Supplied records
*** Begin section ***

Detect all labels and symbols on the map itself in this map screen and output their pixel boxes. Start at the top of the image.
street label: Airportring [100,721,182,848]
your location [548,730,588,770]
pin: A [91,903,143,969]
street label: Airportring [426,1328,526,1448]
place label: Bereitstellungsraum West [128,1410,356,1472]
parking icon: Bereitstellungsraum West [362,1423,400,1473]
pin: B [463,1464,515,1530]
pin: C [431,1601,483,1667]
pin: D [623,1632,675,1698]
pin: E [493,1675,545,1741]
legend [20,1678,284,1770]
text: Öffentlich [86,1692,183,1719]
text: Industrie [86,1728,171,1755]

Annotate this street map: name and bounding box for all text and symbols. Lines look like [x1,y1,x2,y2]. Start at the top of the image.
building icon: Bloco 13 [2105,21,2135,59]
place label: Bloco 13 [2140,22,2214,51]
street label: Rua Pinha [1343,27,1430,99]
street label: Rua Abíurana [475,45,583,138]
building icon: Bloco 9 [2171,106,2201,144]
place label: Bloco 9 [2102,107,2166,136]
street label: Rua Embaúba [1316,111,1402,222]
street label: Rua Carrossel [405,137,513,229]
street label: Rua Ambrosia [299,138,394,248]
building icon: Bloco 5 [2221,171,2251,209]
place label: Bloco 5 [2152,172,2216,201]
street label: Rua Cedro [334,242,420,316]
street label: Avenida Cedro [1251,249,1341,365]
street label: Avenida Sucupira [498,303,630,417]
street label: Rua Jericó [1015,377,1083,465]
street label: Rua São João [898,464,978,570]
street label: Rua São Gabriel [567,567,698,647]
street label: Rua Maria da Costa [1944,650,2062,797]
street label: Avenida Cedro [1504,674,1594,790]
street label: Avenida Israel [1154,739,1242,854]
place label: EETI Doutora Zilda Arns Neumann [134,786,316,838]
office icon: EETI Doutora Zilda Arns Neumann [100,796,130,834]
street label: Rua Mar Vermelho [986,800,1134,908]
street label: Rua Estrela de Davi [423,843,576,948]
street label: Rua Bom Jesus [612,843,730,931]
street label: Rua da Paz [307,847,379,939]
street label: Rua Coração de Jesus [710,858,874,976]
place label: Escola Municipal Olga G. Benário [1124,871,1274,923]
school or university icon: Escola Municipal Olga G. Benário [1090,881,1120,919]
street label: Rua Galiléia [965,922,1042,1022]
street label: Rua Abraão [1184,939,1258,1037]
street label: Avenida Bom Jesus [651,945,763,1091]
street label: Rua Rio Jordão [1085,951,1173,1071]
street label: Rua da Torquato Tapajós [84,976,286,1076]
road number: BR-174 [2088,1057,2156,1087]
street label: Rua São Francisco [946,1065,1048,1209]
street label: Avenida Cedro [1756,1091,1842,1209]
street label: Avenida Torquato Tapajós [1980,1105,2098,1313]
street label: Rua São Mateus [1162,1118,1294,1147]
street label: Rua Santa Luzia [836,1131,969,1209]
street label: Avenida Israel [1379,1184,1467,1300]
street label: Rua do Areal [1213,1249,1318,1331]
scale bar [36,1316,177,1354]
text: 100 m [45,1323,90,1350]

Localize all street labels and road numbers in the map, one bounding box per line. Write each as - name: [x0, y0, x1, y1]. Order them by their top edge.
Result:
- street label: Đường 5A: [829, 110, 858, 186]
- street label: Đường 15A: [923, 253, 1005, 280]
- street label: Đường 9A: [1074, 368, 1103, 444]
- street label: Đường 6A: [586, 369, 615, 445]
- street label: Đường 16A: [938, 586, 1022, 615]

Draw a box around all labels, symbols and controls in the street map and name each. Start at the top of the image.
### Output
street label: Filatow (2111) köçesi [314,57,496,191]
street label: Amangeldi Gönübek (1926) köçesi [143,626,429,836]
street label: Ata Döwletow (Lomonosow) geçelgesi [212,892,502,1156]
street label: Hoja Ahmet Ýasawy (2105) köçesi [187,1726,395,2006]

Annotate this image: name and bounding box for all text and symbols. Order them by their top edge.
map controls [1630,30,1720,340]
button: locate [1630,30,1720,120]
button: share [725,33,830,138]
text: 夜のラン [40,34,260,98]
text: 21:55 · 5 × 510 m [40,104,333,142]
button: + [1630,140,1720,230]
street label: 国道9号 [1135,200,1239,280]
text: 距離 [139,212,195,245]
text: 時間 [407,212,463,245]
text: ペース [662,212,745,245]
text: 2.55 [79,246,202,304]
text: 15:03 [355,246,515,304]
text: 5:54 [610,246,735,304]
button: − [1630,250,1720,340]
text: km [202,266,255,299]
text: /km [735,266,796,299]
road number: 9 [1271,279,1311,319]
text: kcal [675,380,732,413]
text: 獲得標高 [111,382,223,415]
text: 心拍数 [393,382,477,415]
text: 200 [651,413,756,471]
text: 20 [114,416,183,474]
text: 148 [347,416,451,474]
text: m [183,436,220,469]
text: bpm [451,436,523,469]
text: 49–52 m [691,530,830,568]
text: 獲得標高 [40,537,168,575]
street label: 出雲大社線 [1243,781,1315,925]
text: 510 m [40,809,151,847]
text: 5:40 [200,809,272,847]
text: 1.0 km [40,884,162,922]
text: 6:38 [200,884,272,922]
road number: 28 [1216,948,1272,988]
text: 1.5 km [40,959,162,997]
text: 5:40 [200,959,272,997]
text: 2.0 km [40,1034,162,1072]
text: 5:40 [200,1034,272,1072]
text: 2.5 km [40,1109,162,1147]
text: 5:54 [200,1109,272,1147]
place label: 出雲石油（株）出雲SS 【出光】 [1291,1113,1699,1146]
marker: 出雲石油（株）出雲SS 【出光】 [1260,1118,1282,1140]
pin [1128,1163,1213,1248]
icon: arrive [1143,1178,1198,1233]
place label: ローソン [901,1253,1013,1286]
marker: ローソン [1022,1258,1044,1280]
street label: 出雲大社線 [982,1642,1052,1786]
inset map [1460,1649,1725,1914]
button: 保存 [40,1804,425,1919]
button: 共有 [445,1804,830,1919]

*** End section ***

Exercise
Each line of the material above needs to be returned exactly as written.

Solved exercise
Detect all labels and symbols on the map itself in this map screen and output their pixel boxes. Start at the top of the image.
street label: Airportring [100,721,182,848]
your location [548,730,588,770]
pin: A [91,903,143,969]
street label: Airportring [426,1328,526,1448]
place label: Bereitstellungsraum West [128,1410,356,1472]
parking icon: Bereitstellungsraum West [362,1423,400,1473]
pin: B [463,1464,515,1530]
pin: C [431,1601,483,1667]
pin: D [623,1632,675,1698]
pin: E [493,1675,545,1741]
legend [20,1678,284,1770]
text: Öffentlich [86,1692,183,1719]
text: Industrie [86,1728,171,1755]

Annotate this street map: name and bounding box for all text and symbols. Lines look like [x1,y1,x2,y2]. Start at the top of the image.
building icon: Bloco 13 [2105,21,2135,59]
place label: Bloco 13 [2140,22,2214,51]
street label: Rua Pinha [1343,27,1430,99]
street label: Rua Abíurana [475,45,583,138]
building icon: Bloco 9 [2171,106,2201,144]
place label: Bloco 9 [2102,107,2166,136]
street label: Rua Embaúba [1316,111,1402,222]
street label: Rua Carrossel [405,137,513,229]
street label: Rua Ambrosia [299,138,394,248]
building icon: Bloco 5 [2221,171,2251,209]
place label: Bloco 5 [2152,172,2216,201]
street label: Rua Cedro [334,242,420,316]
street label: Avenida Cedro [1251,249,1341,365]
street label: Avenida Sucupira [498,303,630,417]
street label: Rua Jericó [1015,377,1083,465]
street label: Rua São João [898,464,978,570]
street label: Rua São Gabriel [567,567,698,647]
street label: Rua Maria da Costa [1944,650,2062,797]
street label: Avenida Cedro [1504,674,1594,790]
street label: Avenida Israel [1154,739,1242,854]
place label: EETI Doutora Zilda Arns Neumann [134,786,316,838]
office icon: EETI Doutora Zilda Arns Neumann [100,796,130,834]
street label: Rua Mar Vermelho [986,800,1134,908]
street label: Rua Estrela de Davi [423,843,576,948]
street label: Rua Bom Jesus [612,843,730,931]
street label: Rua da Paz [307,847,379,939]
street label: Rua Coração de Jesus [710,858,874,976]
place label: Escola Municipal Olga G. Benário [1124,871,1274,923]
school or university icon: Escola Municipal Olga G. Benário [1090,881,1120,919]
street label: Rua Galiléia [965,922,1042,1022]
street label: Rua Abraão [1184,939,1258,1037]
street label: Avenida Bom Jesus [651,945,763,1091]
street label: Rua Rio Jordão [1085,951,1173,1071]
street label: Rua da Torquato Tapajós [84,976,286,1076]
road number: BR-174 [2088,1057,2156,1087]
street label: Rua São Francisco [946,1065,1048,1209]
street label: Avenida Cedro [1756,1091,1842,1209]
street label: Avenida Torquato Tapajós [1980,1105,2098,1313]
street label: Rua São Mateus [1162,1118,1294,1147]
street label: Rua Santa Luzia [836,1131,969,1209]
street label: Avenida Israel [1379,1184,1467,1300]
street label: Rua do Areal [1213,1249,1318,1331]
scale bar [36,1316,177,1354]
text: 100 m [45,1323,90,1350]

Localize all street labels and road numbers in the map, one bounding box per line. Write each as - name: [x0, y0, x1, y1]. Order them by their top edge.
Result:
- street label: Đường 5A: [829, 110, 858, 186]
- street label: Đường 15A: [923, 253, 1005, 280]
- street label: Đường 9A: [1074, 368, 1103, 444]
- street label: Đường 6A: [586, 369, 615, 445]
- street label: Đường 16A: [938, 586, 1022, 615]

Draw a box around all labels, symbols and controls in the street map and name each. Start at the top of the image.
### Output
street label: Filatow (2111) köçesi [314,57,496,191]
street label: Amangeldi Gönübek (1926) köçesi [143,626,429,836]
street label: Ata Döwletow (Lomonosow) geçelgesi [212,892,502,1156]
street label: Hoja Ahmet Ýasawy (2105) köçesi [187,1726,395,2006]

Annotate this image: name and bounding box for all text and symbols. Order them by their top edge.
map controls [1630,30,1720,340]
button: locate [1630,30,1720,120]
button: share [725,33,830,138]
text: 夜のラン [40,34,260,98]
text: 21:55 · 5 × 510 m [40,104,333,142]
button: + [1630,140,1720,230]
street label: 国道9号 [1135,200,1239,280]
text: 距離 [139,212,195,245]
text: 時間 [407,212,463,245]
text: ペース [662,212,745,245]
text: 2.55 [79,246,202,304]
text: 15:03 [355,246,515,304]
text: 5:54 [610,246,735,304]
button: − [1630,250,1720,340]
text: km [202,266,255,299]
text: /km [735,266,796,299]
road number: 9 [1271,279,1311,319]
text: kcal [675,380,732,413]
text: 獲得標高 [111,382,223,415]
text: 心拍数 [393,382,477,415]
text: 200 [651,413,756,471]
text: 20 [114,416,183,474]
text: 148 [347,416,451,474]
text: m [183,436,220,469]
text: bpm [451,436,523,469]
text: 49–52 m [691,530,830,568]
text: 獲得標高 [40,537,168,575]
street label: 出雲大社線 [1243,781,1315,925]
text: 510 m [40,809,151,847]
text: 5:40 [200,809,272,847]
text: 1.0 km [40,884,162,922]
text: 6:38 [200,884,272,922]
road number: 28 [1216,948,1272,988]
text: 1.5 km [40,959,162,997]
text: 5:40 [200,959,272,997]
text: 2.0 km [40,1034,162,1072]
text: 5:40 [200,1034,272,1072]
text: 2.5 km [40,1109,162,1147]
text: 5:54 [200,1109,272,1147]
place label: 出雲石油（株）出雲SS 【出光】 [1291,1113,1699,1146]
marker: 出雲石油（株）出雲SS 【出光】 [1260,1118,1282,1140]
pin [1128,1163,1213,1248]
icon: arrive [1143,1178,1198,1233]
place label: ローソン [901,1253,1013,1286]
marker: ローソン [1022,1258,1044,1280]
street label: 出雲大社線 [982,1642,1052,1786]
inset map [1460,1649,1725,1914]
button: 保存 [40,1804,425,1919]
button: 共有 [445,1804,830,1919]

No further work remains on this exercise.